What if you had all the money in the world but only room for one more item on your shelf? What if you cared deeply about DVDs and CDs but not a fig for DVD-Audio, SACD, Blu-ray Disc, or HD DVD? What if someone actually lived in those spotless chrome-and-glass penthouses we see in the architectural mags and wanted an A/V system to match?
And what if Britain's Meridian - who has been doing digital for almost as long as there's been digital to be done - offered a unit that combines the company's key notions into a single, strikingly simple, compact DVD player and A/V receiver? Well, Meridian has done exactly that, and it's called the G95. Among its key enabling technologies: a quintet of 100-watt Class D power-amplifier channels. Call them "digital amps" if you like (I don't, since there's no quantization involved). These tiny, efficient, cool-running circuits are a new generation, said to fly in the face of the audiophile wisdom that Class D "doesn't sound good above the bass octaves."
There's also plenty of audio and video processing onboard. Meridian and Faroudja circuits are used to upscale to 1080p, cross-convert analog video to the HDMI output, and deliver picture controls. On the audio side, not only does the G95 do surround decoding and processing, but it also performs high-resolution upsampling of all signals before amplification, extensive de-jittering of optical-disc data (long a Meridian hallmark), and even performance-enhancing digital-domain filtering and processing of FM radio signals. And the G95 employs a DVD-ROM slot-load drive, said to deliver superior opto-mechanical performance.

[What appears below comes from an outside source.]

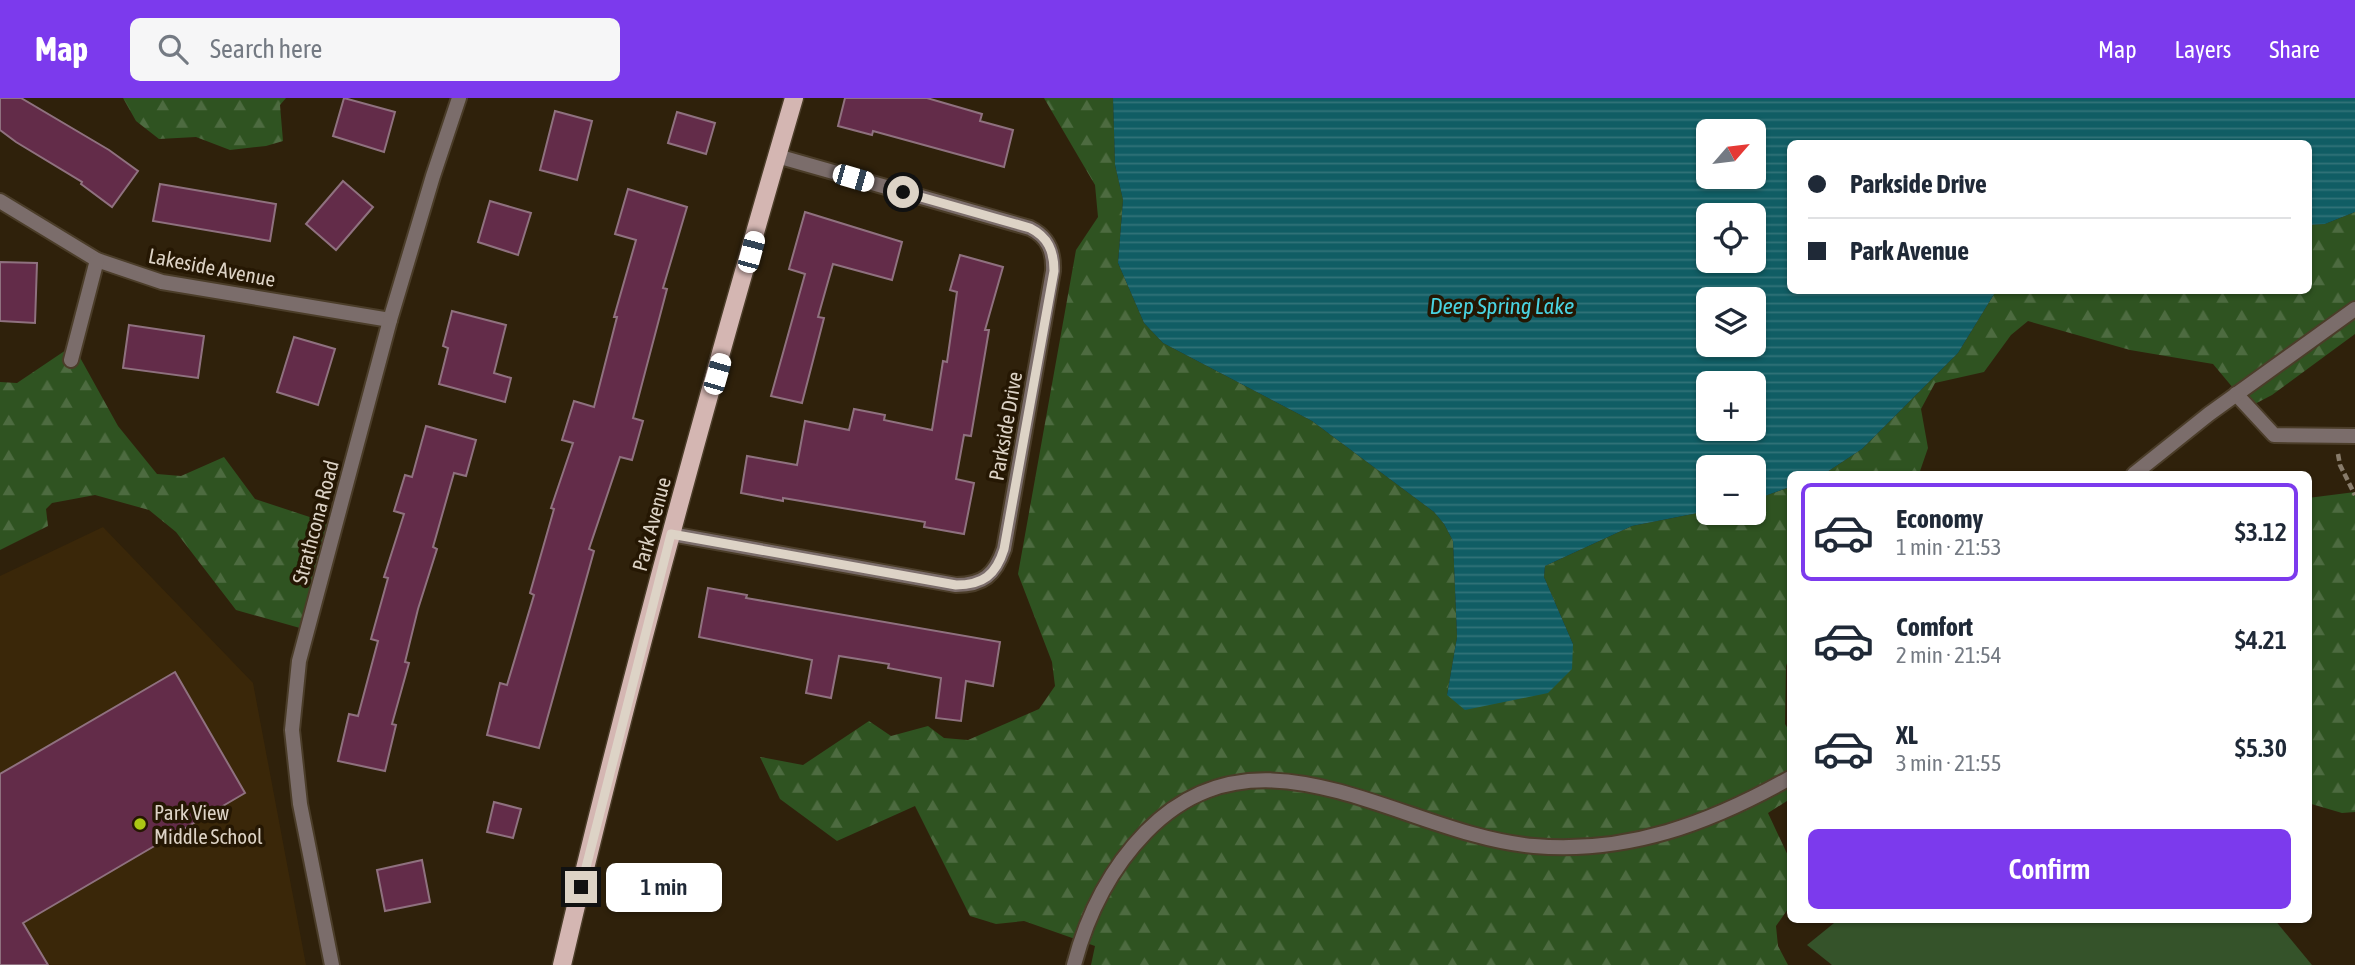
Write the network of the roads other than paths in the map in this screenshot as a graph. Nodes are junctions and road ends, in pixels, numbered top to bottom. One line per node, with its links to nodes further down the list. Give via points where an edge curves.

The G95 is easier to set up than many receivers: Wire the speakers, plug in the TV via HDMI, insert a disc. I patched my digital cable box into the G95's sole external input via component video; although the Meridian has an HDMI output, it has no HDMI input nor any multichannel audio input, which means no joy for aficionados of Blu-ray or HD DVD (or even SACD or DVD-A, neither of which its disc player decodes). Beyond this, I simply connected my mid-sensitivity 5.1-channel speaker array plus powered subwoofer. Setup and balance took only a few minutes. There's no auto-calibration routine, but the Meridian's onscreen displays are clear and straightforward.
Music & Movie Performance
Despite its svelteness, Meridian's one-piece played nearly as loudly - and as cleanly and transparently - as my everyday setup of preamp/processor and power amp, a stack about five times as tall and eight times as heavy. This is one great-sounding compact; I quickly dismissed any notions of its Class D amps impacting its sound.
The Meridian is deliberately simplified, however. Listening-mode options for 2-channel music number but two: Stereo, of course, and the firm's proprietary Trifield mode. There's no access to Dolby's Pro Logic IIx/Music (my usual go-to mode), only PLII/Movie, which "steers" too hard for serious music listening.
Ordinarily, I might lament this denial of service - but Meridian's Trifield is in some ways a better option altogether for the serious listener. It's largely an ambience-recovery program, with a "soft" center channel and very judicious steering and spatial enhancements. Trifield sounded almost infallibly rich and transparent on virtually any stereo recording I threw at it, without making voices sound the slightest bit canned or isolated. However, listeners desiring heavy-surround effects from studio-recorded stereo may well be frustrated by the mode's subtlety.
Another potential drawback of this limited surround palette is that if you play a disc or a broadcast with a 5.1-channel bitstream soundtrack, it will play only in the straight Cinema mode. This isn't usually a problem except when you want to enhance a substandard 5.1-channel mix, such as those that often accompany network concerts. (For Dolby Digital 2.0 streams, you can select PLII/Movie, Trifield, or Stereo.)